No dia 25 de outubro, no Museu de Aveiro, decorreu a comemoração dos 156 anos da presença da Sociedade de São Vicente de Paulo (SSVP) em Portugal.
A seguir à visita guiada ao Museu, muito apreciada pelos vicentinos de outras dioceses do país, seguiu-se uma assembleia com a presença do vigário episcopal para a Pastoral Sociocaritativa, P.e João Gonçalves, em representação do Bispo de Aveiro, António Correia Saraiva, presidente da direção nacional da SSVP e dos convidados P.e Dr. Georgino Rocha e Dr. António Christo.
A seguir à assembleia, os vicentinos participaram na celebração da Eucaristia presidida pelo P.e João Gonçalves na Igreja de Jesus, pequena para acolher todos os presentes. Após a homilia fizeram o seu compromisso nove vicentinos das dioceses de Aveiro e Coimbra, e, perante o presidente da direção nacional, tomou posse a presidente do Conselho Central de Coimbra, Maria Teresa Cunha de Matos, e a presidente da Conferência Vicentina de Santo António de Canelas, Sara Filipe Aguiar Lopes Soares.
Dar amor correndo
todos os riscos
A caridade é ainda frequentemente identificada com dar coisas. Mas a caridade consiste, antes de mais, em dar amor correndo todos os riscos. Como Deus em Jesus. “O amor, recorda o Papa Francisco, nunca pode ser uma palavra abstrata. Pela sua natureza é vida concreta: intenções, atitudes, comportamentos que se verificam no viver quotidiano” (MV 9). Dar de acordo com as necessidades da pessoa a nível material e espiritual, relacional, intelectual, religioso. Dar para que supere a situação de carência logo que possível e vá ajudando outros que estão em necessidade. Isto é promover o desenvolvimento integral, solidário, sustentado, integrado no cuidado da nossa casa comum, a terra-mãe.
P.e Georgino Rocha (excerto da sua intervenção na celebração)
“Para os pobres
de São Vicente de Paulo”
Aos domingos, no final da missa, quais sentinelas, colocavam-se à porta da igreja (fosse a da Misericórdia, da Sé ou mesmo da de Jesus) a Avó Léna e outras vicentinas, clamando com uma bolsa encarnada aberta nas mãos: “Para os pobres de São Vicente de Paulo”. Sempre me impressionou aquele gesto, e a esta distância compreendo-o melhor.
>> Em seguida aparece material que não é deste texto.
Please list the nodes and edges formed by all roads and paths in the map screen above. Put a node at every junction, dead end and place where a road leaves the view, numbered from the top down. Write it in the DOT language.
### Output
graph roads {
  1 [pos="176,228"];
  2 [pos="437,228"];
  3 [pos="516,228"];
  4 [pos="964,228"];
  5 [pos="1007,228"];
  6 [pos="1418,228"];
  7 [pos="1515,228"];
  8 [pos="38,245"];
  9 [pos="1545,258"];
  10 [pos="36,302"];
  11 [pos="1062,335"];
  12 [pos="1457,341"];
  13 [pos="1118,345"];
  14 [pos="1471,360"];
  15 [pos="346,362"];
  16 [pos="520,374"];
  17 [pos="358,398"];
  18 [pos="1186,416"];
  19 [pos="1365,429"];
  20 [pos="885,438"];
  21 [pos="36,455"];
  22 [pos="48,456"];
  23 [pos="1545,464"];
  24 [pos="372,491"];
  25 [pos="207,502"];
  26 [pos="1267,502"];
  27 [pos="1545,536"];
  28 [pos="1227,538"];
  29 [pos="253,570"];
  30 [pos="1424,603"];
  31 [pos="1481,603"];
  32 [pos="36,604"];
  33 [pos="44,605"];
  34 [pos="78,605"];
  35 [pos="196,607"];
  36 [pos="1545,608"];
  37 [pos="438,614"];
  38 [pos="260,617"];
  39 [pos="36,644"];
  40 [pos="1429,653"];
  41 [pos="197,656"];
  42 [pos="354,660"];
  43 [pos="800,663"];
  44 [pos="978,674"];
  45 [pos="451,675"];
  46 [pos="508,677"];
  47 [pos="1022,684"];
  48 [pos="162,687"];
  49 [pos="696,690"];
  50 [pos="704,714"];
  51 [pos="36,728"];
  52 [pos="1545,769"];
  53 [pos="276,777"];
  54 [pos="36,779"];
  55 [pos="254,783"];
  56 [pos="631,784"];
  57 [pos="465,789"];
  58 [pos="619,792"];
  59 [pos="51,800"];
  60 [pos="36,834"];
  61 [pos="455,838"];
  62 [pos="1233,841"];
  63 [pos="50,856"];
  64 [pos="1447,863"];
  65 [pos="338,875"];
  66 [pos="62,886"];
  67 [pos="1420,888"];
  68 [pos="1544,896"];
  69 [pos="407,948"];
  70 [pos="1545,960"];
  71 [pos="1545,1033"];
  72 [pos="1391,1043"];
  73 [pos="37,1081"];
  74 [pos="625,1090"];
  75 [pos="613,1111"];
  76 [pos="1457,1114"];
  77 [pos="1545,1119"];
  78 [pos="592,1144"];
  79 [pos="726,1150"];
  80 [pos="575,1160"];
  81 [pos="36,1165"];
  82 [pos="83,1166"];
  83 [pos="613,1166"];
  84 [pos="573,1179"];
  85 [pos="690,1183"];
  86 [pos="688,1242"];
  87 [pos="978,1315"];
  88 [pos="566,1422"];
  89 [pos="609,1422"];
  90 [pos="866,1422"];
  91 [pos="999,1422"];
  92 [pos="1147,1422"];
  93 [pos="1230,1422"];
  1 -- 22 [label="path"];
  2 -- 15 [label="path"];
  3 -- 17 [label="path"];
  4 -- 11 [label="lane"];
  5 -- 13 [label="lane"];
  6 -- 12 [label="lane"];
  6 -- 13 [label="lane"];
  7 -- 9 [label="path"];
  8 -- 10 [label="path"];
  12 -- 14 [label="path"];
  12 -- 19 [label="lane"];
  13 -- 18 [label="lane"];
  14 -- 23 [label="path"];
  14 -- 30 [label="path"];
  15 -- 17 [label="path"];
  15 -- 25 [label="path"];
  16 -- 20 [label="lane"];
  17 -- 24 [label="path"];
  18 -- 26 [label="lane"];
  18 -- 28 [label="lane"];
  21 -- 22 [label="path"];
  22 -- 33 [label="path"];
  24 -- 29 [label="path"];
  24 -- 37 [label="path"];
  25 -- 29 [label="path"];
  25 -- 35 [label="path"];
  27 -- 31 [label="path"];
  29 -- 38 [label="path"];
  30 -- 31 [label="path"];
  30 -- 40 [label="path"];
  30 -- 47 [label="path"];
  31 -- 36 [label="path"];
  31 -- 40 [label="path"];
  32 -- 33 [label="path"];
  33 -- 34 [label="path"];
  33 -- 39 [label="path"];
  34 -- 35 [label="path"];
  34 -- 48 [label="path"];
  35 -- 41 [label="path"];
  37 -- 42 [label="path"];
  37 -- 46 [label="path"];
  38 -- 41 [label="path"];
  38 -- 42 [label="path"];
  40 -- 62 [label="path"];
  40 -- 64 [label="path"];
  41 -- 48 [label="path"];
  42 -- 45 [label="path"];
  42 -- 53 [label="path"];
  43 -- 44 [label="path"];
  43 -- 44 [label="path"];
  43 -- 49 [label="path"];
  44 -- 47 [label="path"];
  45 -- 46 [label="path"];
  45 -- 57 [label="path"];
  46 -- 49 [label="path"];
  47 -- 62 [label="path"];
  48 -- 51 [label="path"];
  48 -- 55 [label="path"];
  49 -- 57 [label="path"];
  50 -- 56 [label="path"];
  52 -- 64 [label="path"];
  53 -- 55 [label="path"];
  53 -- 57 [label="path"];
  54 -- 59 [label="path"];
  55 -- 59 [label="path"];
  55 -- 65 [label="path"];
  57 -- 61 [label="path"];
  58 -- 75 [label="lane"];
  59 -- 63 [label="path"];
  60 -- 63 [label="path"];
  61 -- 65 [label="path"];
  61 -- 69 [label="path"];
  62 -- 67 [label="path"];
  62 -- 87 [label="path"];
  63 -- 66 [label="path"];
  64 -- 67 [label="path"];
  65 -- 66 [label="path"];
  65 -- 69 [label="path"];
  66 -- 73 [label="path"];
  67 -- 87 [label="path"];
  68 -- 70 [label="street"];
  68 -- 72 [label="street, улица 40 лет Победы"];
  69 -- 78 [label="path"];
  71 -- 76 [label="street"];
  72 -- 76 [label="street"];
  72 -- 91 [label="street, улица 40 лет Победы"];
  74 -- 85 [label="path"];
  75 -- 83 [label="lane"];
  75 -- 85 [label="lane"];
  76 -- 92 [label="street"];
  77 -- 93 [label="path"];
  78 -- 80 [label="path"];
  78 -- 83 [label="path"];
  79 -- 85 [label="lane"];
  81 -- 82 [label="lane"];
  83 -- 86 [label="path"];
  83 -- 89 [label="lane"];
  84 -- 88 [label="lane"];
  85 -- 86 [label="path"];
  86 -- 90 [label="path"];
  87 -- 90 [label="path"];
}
Ser pobre, socialmente, era entendido como vergonha levando muitas vezes ao ostracismo e eram estas senhoras, a quem Deus permitia terem uma vida mais desafogada, que se substituíam aos mais necessitados sendo mendicantes na sua vez. Um exemplo de humanidade, de partilha, de responsabilidade e de entrega e humildade que nunca desprezarei.